*Brief:*
Please find the lines in the entries below that contain the word "Marjane", and copy each one.

*Exercise inputs:*
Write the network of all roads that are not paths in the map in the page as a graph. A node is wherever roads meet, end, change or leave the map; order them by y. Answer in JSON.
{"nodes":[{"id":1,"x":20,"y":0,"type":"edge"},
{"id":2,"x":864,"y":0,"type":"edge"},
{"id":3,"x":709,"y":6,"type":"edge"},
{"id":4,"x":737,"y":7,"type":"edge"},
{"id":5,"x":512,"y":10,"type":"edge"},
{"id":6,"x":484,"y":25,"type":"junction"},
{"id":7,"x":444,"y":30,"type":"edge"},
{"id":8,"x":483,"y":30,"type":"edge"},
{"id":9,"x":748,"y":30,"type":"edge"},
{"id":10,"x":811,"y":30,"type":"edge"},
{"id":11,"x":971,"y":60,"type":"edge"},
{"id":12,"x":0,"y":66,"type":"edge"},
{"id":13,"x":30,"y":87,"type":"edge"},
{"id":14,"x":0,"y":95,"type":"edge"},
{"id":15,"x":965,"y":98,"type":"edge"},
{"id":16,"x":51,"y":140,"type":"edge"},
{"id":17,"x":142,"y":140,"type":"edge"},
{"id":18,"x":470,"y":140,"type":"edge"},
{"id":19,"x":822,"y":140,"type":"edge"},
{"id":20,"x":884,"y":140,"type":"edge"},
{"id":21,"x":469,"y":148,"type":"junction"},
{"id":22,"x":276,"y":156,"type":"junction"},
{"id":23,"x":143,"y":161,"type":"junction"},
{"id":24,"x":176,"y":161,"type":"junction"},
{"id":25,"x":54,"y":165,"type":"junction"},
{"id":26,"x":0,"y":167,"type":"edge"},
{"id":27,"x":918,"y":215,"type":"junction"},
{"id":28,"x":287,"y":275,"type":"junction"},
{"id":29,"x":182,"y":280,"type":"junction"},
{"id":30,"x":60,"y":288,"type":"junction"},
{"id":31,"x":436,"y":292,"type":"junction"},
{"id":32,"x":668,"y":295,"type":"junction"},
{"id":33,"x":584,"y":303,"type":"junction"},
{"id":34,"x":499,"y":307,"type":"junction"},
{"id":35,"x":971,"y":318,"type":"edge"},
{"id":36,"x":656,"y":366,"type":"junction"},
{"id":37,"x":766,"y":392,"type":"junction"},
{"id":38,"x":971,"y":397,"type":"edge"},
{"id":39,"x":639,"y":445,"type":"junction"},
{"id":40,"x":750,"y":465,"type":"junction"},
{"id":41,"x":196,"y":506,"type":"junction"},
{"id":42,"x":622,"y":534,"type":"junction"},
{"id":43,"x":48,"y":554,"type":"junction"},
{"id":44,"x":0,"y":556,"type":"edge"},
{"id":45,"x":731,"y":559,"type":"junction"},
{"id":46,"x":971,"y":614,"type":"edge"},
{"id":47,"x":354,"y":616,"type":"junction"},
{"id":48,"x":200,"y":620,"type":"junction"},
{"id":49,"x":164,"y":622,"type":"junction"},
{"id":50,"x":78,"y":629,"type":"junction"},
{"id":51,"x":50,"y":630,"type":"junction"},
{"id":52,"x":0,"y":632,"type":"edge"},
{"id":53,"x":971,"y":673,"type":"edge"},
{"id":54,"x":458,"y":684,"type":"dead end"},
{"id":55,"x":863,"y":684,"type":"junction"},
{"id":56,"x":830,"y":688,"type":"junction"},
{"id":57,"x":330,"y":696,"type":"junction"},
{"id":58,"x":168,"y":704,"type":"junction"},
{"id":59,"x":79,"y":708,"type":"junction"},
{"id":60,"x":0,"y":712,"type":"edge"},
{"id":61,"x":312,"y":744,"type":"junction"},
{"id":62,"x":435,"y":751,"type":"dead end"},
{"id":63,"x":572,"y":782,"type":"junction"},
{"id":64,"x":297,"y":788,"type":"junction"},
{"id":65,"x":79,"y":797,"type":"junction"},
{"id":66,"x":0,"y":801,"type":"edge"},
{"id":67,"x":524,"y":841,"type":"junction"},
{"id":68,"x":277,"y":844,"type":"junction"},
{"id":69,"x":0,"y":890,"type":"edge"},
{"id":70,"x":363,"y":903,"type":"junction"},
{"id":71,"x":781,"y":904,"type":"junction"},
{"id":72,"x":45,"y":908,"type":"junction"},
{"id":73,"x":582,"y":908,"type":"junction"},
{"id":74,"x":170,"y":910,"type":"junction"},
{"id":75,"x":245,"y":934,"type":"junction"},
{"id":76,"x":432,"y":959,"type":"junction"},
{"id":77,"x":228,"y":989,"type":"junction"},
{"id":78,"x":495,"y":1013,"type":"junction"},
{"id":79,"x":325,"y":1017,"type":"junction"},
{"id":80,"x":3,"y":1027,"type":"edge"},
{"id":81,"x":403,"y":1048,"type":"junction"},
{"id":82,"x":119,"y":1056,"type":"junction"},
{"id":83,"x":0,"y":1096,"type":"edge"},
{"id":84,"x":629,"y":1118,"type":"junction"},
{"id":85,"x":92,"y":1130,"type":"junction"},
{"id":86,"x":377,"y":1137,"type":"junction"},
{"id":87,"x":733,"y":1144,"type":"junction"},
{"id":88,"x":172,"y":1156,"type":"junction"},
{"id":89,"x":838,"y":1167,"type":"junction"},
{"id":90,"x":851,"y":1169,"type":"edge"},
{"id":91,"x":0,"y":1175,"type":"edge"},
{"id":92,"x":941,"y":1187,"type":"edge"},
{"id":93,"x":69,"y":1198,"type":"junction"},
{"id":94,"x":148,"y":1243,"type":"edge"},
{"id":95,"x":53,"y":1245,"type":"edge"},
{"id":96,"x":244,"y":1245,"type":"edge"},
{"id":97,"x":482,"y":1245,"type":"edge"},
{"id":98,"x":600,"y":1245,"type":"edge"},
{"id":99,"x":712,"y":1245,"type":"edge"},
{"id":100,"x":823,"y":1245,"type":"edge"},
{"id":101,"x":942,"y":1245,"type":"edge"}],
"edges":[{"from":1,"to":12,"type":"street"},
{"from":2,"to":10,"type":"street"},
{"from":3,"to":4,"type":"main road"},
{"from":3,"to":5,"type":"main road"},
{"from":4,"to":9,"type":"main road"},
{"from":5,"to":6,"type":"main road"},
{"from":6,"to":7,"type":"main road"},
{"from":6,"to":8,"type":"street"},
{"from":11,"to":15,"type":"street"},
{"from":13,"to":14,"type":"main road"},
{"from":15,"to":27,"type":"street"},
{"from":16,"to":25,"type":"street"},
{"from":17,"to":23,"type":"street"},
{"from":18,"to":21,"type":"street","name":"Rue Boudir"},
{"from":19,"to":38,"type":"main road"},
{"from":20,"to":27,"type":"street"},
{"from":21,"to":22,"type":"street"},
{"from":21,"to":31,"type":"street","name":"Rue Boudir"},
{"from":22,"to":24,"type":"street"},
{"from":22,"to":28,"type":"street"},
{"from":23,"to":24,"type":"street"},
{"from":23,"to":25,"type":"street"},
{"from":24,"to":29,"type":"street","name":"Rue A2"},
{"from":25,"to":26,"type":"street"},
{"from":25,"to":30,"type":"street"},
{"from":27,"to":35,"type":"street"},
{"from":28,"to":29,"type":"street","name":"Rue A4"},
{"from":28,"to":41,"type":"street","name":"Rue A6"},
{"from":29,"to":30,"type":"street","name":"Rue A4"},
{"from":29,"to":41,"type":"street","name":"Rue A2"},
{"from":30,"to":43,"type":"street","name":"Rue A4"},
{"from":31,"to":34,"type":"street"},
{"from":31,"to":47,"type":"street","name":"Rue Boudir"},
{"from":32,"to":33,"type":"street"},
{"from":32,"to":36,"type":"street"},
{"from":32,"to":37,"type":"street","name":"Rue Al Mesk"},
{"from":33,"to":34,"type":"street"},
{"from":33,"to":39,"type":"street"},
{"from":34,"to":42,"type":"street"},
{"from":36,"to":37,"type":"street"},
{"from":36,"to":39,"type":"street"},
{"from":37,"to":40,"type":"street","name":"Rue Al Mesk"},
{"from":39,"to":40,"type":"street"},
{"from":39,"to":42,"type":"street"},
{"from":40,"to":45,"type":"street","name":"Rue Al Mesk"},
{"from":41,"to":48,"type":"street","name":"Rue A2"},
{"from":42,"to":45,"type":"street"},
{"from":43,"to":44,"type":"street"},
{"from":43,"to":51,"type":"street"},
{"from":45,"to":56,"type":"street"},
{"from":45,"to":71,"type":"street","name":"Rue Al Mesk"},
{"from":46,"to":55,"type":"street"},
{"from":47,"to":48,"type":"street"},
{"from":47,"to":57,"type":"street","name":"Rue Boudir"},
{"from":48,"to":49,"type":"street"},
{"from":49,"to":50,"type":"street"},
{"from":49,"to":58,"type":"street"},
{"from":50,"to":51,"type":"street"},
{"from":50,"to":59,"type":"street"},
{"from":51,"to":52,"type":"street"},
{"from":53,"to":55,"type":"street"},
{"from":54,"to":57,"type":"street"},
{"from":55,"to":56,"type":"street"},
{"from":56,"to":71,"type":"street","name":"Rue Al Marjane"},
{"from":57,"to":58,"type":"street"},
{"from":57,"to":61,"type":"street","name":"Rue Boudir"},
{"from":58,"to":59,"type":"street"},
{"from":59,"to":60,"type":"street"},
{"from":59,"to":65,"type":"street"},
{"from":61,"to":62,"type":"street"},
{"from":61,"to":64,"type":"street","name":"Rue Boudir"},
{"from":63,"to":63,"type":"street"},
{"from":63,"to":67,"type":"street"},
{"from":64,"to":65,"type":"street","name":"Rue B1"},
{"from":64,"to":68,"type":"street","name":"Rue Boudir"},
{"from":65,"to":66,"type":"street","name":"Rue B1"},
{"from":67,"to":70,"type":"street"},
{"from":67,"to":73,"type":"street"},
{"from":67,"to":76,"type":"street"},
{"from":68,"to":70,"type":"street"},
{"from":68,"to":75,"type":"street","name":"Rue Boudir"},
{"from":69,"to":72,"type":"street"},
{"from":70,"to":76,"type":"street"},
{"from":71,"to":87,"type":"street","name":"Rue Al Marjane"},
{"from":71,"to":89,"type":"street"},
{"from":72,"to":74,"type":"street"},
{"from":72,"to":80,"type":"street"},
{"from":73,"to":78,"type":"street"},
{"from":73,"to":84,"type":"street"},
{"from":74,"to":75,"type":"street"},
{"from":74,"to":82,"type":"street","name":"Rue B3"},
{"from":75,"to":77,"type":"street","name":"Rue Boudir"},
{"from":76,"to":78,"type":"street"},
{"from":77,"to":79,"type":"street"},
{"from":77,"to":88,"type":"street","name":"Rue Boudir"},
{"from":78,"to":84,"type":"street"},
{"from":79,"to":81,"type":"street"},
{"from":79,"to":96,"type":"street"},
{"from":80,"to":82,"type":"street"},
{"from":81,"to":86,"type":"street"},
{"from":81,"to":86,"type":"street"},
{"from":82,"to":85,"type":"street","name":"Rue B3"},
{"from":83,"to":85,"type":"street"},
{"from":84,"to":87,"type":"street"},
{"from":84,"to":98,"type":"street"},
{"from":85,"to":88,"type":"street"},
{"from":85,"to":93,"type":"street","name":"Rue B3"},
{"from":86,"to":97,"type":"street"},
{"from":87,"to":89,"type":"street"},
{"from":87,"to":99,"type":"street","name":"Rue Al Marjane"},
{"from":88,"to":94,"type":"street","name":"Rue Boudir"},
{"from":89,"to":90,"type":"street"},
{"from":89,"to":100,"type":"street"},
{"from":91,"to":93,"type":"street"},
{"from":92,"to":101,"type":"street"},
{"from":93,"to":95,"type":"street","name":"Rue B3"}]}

*Solution:*
{"from":56,"to":71,"type":"street","name":"Rue Al Marjane"},
{"from":71,"to":87,"type":"street","name":"Rue Al Marjane"},
{"from":87,"to":99,"type":"street","name":"Rue Al Marjane"},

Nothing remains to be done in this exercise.